Throughout the listing below, copy each line containing "Princess".

**RECORD EXTRACTS**.

↓

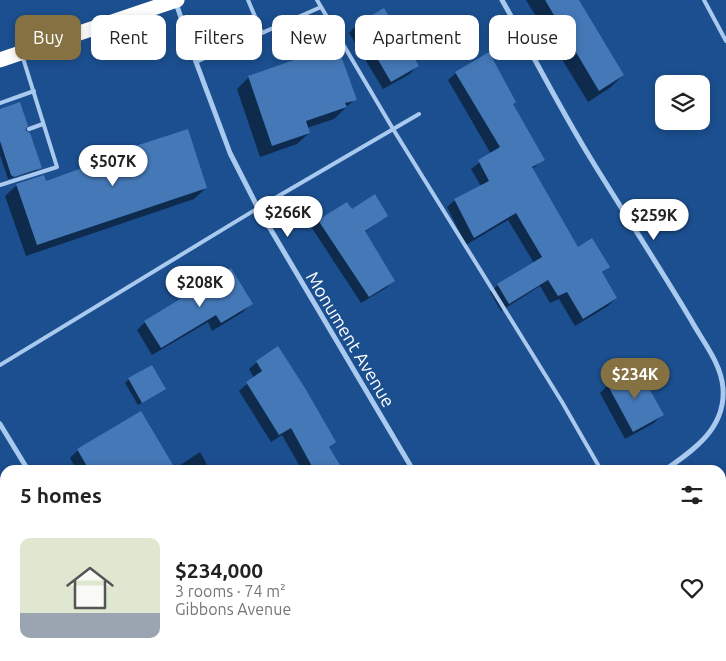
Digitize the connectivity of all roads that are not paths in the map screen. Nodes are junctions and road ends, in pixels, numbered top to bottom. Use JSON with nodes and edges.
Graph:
{"nodes":[{"id":1,"x":176,"y":0,"type":"edge"},
{"id":2,"x":248,"y":0,"type":"edge"},
{"id":3,"x":317,"y":0,"type":"edge"},
{"id":4,"x":502,"y":0,"type":"edge"},
{"id":5,"x":704,"y":0,"type":"edge"},
{"id":6,"x":321,"y":7,"type":"junction"},
{"id":7,"x":254,"y":15,"type":"edge"},
{"id":8,"x":81,"y":33,"type":"edge"},
{"id":9,"x":262,"y":33,"type":"edge"},
{"id":10,"x":726,"y":41,"type":"edge"},
{"id":11,"x":15,"y":55,"type":"edge"},
{"id":12,"x":0,"y":60,"type":"edge"},
{"id":13,"x":24,"y":60,"type":"edge"},
{"id":14,"x":201,"y":60,"type":"edge"},
{"id":15,"x":196,"y":62,"type":"junction"},
{"id":16,"x":34,"y":92,"type":"junction"},
{"id":17,"x":0,"y":103,"type":"edge"},
{"id":18,"x":420,"y":114,"type":"dead end"},
{"id":19,"x":43,"y":124,"type":"junction"},
{"id":20,"x":29,"y":129,"type":"dead end"},
{"id":21,"x":394,"y":129,"type":"junction"},
{"id":22,"x":0,"y":185,"type":"edge"},
{"id":23,"x":258,"y":208,"type":"junction"},
{"id":24,"x":0,"y":365,"type":"edge"},
{"id":25,"x":0,"y":424,"type":"edge"},
{"id":26,"x":25,"y":465,"type":"edge"},
{"id":27,"x":410,"y":465,"type":"edge"},
{"id":28,"x":597,"y":465,"type":"edge"},
{"id":29,"x":672,"y":465,"type":"edge"}],
"edges":[{"from":1,"to":8,"type":"highway"},
{"from":1,"to":15,"type":"street","name":"Monument Avenue"},
{"from":2,"to":7,"type":"lane"},
{"from":3,"to":6,"type":"lane"},
{"from":4,"to":29,"type":"street"},
{"from":5,"to":10,"type":"lane"},
{"from":6,"to":9,"type":"lane"},
{"from":6,"to":21,"type":"lane"},
{"from":11,"to":12,"type":"highway"},
{"from":13,"to":16,"type":"lane"},
{"from":14,"to":15,"type":"lane"},
{"from":15,"to":23,"type":"street","name":"Monument Avenue"},
{"from":16,"to":17,"type":"lane"},
{"from":16,"to":19,"type":"lane"},
{"from":18,"to":21,"type":"lane"},
{"from":19,"to":20,"type":"lane"},
{"from":19,"to":22,"type":"lane"},
{"from":21,"to":23,"type":"lane"},
{"from":21,"to":28,"type":"lane"},
{"from":23,"to":24,"type":"lane"},
{"from":23,"to":27,"type":"street","name":"Monument Avenue"},
{"from":25,"to":26,"type":"street"}]}
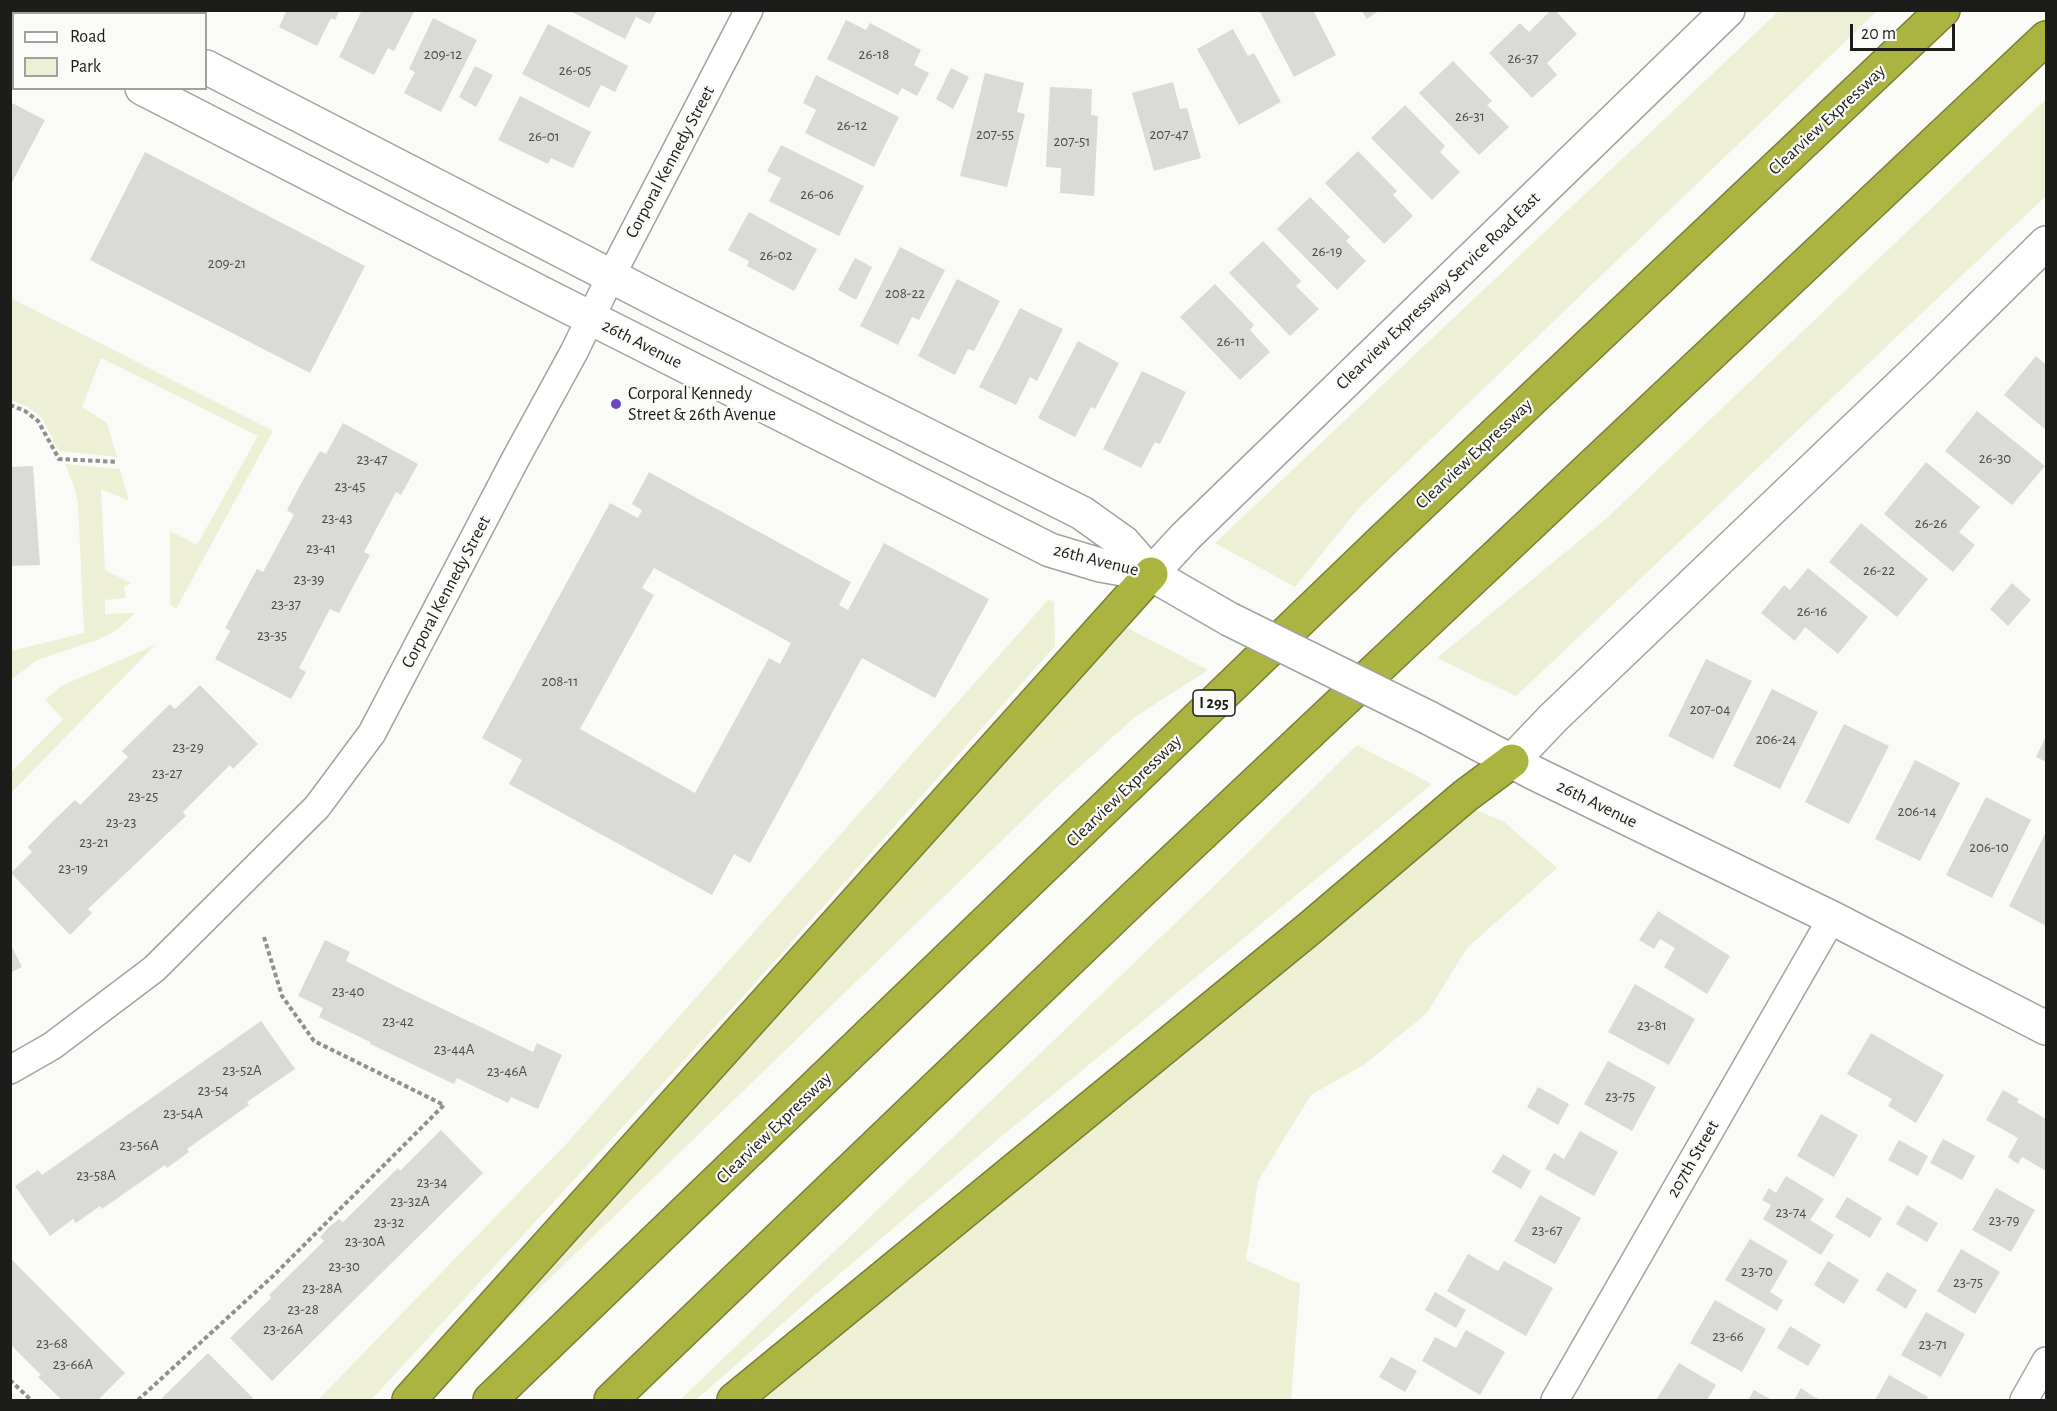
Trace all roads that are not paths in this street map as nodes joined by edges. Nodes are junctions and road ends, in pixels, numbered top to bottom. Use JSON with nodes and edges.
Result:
{"nodes":[{"id":1,"x":749,"y":10,"type":"edge"},
{"id":2,"x":1728,"y":10,"type":"edge"},
{"id":3,"x":1943,"y":10,"type":"edge"},
{"id":4,"x":2046,"y":38,"type":"edge"},
{"id":5,"x":207,"y":68,"type":"edge"},
{"id":6,"x":146,"y":90,"type":"edge"},
{"id":7,"x":2046,"y":243,"type":"edge"},
{"id":8,"x":611,"y":276,"type":"junction"},
{"id":9,"x":591,"y":318,"type":"junction"},
{"id":10,"x":1151,"y":574,"type":"junction"},
{"id":11,"x":1512,"y":761,"type":"junction"},
{"id":12,"x":1832,"y":918,"type":"junction"},
{"id":13,"x":2046,"y":1028,"type":"edge"},
{"id":14,"x":10,"y":1070,"type":"edge"},
{"id":15,"x":2046,"y":1360,"type":"edge"},
{"id":16,"x":409,"y":1401,"type":"edge"},
{"id":17,"x":490,"y":1401,"type":"edge"},
{"id":18,"x":611,"y":1401,"type":"edge"},
{"id":19,"x":734,"y":1401,"type":"edge"},
{"id":20,"x":1555,"y":1401,"type":"edge"},
{"id":21,"x":2024,"y":1401,"type":"edge"}],
"edges":[{"from":1,"to":8,"type":"street","name":"Corporal Kennedy Street"},
{"from":2,"to":10,"type":"street","name":"Clearview Expressway Service Road East"},
{"from":3,"to":17,"type":"highway","name":"Clearview Expressway","number":"I 295"},
{"from":4,"to":18,"type":"highway"},
{"from":5,"to":8,"type":"street","name":"26th Avenue"},
{"from":6,"to":9,"type":"street","name":"26th Avenue"},
{"from":7,"to":11,"type":"street"},
{"from":8,"to":9,"type":"street","name":"Corporal Kennedy Street"},
{"from":8,"to":10,"type":"street","name":"26th Avenue"},
{"from":9,"to":10,"type":"street","name":"26th Avenue"},
{"from":9,"to":14,"type":"street","name":"Corporal Kennedy Street"},
{"from":10,"to":11,"type":"street","name":"26th Avenue","bridge":true},
{"from":10,"to":16,"type":"highway"},
{"from":11,"to":12,"type":"street","name":"26th Avenue"},
{"from":11,"to":19,"type":"highway"},
{"from":12,"to":13,"type":"street","name":"26th Avenue"},
{"from":12,"to":20,"type":"street","name":"207th Street"},
{"from":15,"to":21,"type":"street"}]}
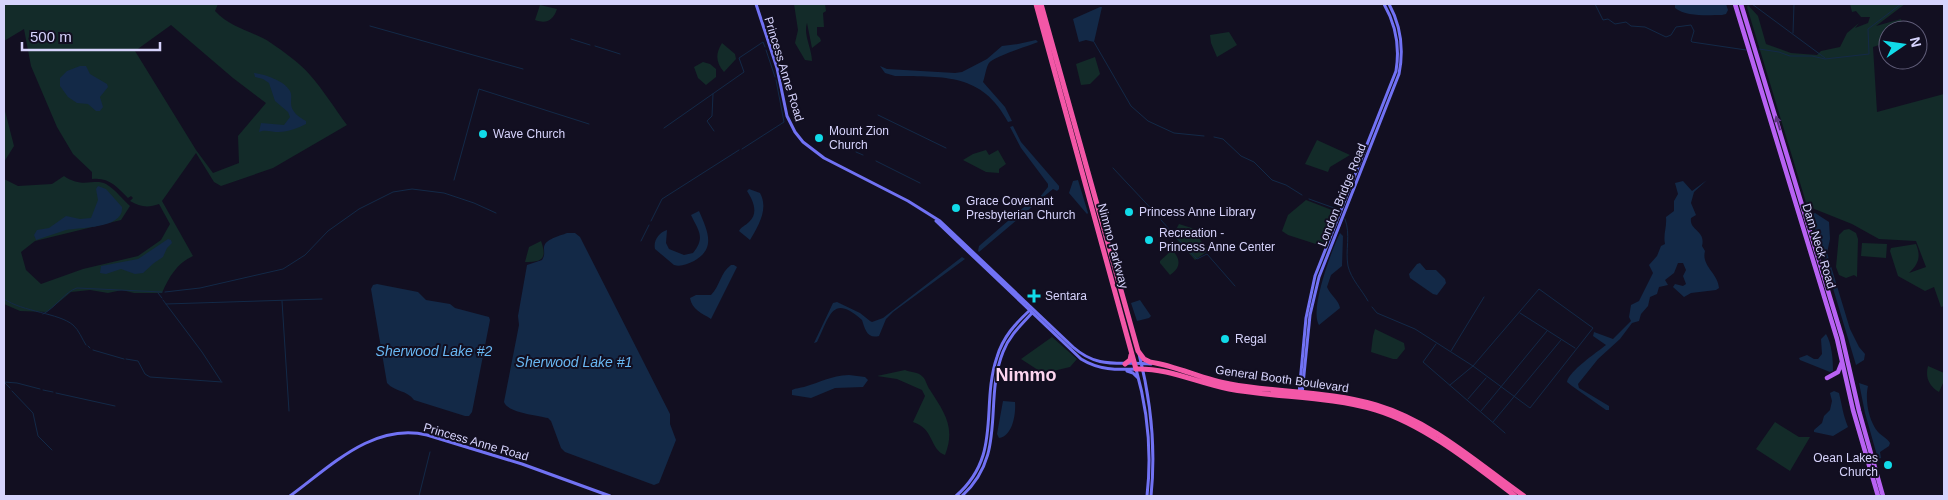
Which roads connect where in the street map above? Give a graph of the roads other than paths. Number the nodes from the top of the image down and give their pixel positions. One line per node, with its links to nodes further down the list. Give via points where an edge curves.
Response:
1 (756, 4): 8 (main road, Princess Anne Road, via 777,68 787,116 798,137 824,158 928,213)
2 (1036, 4): 9 (highway, Nimmo Parkway)
3 (1041, 4): 10 (highway, Nimmo Parkway)
4 (1384, 4): 20 (main road, London Bridge Road, via 1397,38 1396,71 1315,276 1306,318)
5 (1389, 4): 20 (main road, London Bridge Road, via 1401,41 1399,74 1319,277 1310,315)
6 (1735, 4): 11 (main road, Dam Neck Road)
7 (1741, 4): 30 (main road, Dam Neck Road, one-way to 7, via 1842,338)
8 (1032, 311): 12 (main road, General Booth Boulevard, via 1084,355 1105,364); 15 (main road, General Booth Boulevard, via 1081,359); 23 (main road, via 1011,330 999,351 994,367 983,456 974,477); 24 (main road, via 1013,334 1002,355 997,372 989,453 978,478)
9 (1126, 330): 12 (highway, via 1131,357); 13 (highway, Nimmo Parkway)
10 (1138, 351): 13 (main road, Nimmo Parkway); 14 (highway, via 1145,360)
11 (1842, 360): 16 (main road, via 1838,372); 29 (main road, Dam Neck Road, via 1854,416)
12 (1125, 364): 13 (main road, General Booth Boulevard)
13 (1139, 366): 14 (main road, General Booth Boulevard); 15 (main road, General Booth Boulevard); 17 (main road, Nimmo Parkway); 19 (highway, General Booth Boulevard); 26 (main road, Nimmo Parkway, via 1149,399 1153,434)
14 (1164, 366): 18 (highway, General Booth Boulevard)
15 (1107, 369): 17 (main road, via 1129,371)
16 (1827, 378)
17 (1139, 379): 25 (main road, Nimmo Parkway, via 1149,436)
18 (1222, 382): 19 (highway, via 1206,380); 20 (highway, General Booth Boulevard)
19 (1203, 383): 20 (highway, General Booth Boulevard, via 1246,392)
20 (1300, 394): 27 (highway, General Booth Boulevard, via 1364,407 1401,420 1455,452); 28 (highway, General Booth Boulevard, via 1328,394 1403,415 1463,450)
21 (290, 496): 22 (main road, Princess Anne Road, via 364,443 406,433 427,436 514,462)
22 (610, 496)
23 (956, 496)
24 (962, 496)
25 (1147, 496)
26 (1151, 496)
27 (1515, 496)
28 (1524, 496)
29 (1878, 496)
30 (1883, 496)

↑

**SOLUTION FOR THIS PROBLEM**.
1 (756, 4): 8 (main road, Princess Anne Road, via 777,68 787,116 798,137 824,158 928,213)
21 (290, 496): 22 (main road, Princess Anne Road, via 364,443 406,433 427,436 514,462)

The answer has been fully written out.